Women: Not Present on IPO Company Boards

2020 women on boardFor years we have heard that men largely populate the boards of IPO companies. Wedecided to test that precept. 2020 Women on Boards looked at the gender composition of the boards of directors for the 25 largest IPOs[1] in

2014, 2015, and 2016 and the results are worse than expected.

It is widely accepted that IPO company boards are populated by venture capital appointees who are mostly white men, but we hoped that at the point of going public, companies would recognize that board diversity is essential to success. Not so. Of the 75 largest IPOs from 2014 to 2016, nearly half, or 37 companies, went public with no women on their boards. Another 25%, or 19 companies, had only one woman. In other words, between 2014-2016, three fourths of companies with the largest IPOs went public with one or no women on their boards.

The optimists among us might assume that these companies would correct this judgement error in the first year or two of operating in the public eye—and in fact, several of them did. The number of Zero ‘Z’ Companies with no women on their boards dropped from 37 to 22, or 30%, and the number of Token ‘T’ Companies with one (token) woman rose from 19 to 27, or 37%, as ‘Z’ companies added a woman. Additionally, two all-male IPO companies that failed to diversify were no longer trading by May 2017. Nevertheless, even after a year or two of being public, two thirds of the companies still had one or no female directors.

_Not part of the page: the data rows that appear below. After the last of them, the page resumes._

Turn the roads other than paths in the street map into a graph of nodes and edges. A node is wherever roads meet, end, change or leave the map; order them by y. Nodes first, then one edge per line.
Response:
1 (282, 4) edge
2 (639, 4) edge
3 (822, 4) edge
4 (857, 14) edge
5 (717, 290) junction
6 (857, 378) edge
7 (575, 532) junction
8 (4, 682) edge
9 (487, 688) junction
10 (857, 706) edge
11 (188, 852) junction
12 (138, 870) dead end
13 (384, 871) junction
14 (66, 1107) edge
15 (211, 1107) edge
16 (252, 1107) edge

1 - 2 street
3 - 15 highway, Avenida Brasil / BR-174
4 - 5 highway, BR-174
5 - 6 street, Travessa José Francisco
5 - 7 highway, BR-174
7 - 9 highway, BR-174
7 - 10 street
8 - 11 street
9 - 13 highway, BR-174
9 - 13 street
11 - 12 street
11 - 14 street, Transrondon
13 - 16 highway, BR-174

Every year 2020 Women on Boards publishes the Gender Diversity Index (GDI). In 2016, the percentage of women on the boards of GDI companies rose to 19.7% and the percentage of women on the 2016 Fortune 1000 list was 18.8%. When we compare this progress to the recent IPOs where the percentage of women on these boards is 9.4%, we see how far we need to go.

What is encouraging, however, is that the boards of these companies are relatively small, with an average of 8 directors per board at the time of the IPO and 8.5 directors per board in May 2017, meaning there is room to grow and diversify. Established companies tend to have nine to twelve board members, so these newer public companies can safely expand the size of their boards to include more women. So far, since going public the companies in this study have added a total of 30 women and 24 men to their boards. While we applaud this improvement, it is imperative that we take action to ensure that progress for women directors does not stop here.

How might we correct this huge oversight of women directors by so many companies going public? The 2020 Women on Boards campaign has adopted a three-point plan of action. First, publicize the list of IPO companies with zero or one woman director and educate them about the value of a diverse board. Second, encourage the underwriters of the IPOs to make sure companies go public with diverse boards. (See the Underwriter Scorecard below.) Finally, we should encourage investors to stop supporting IPOs that have all-male boards. By holding these companies accountable and showing them that investors and consumers pay attention to gender composition on corporate boards, we can accelerate progress for women.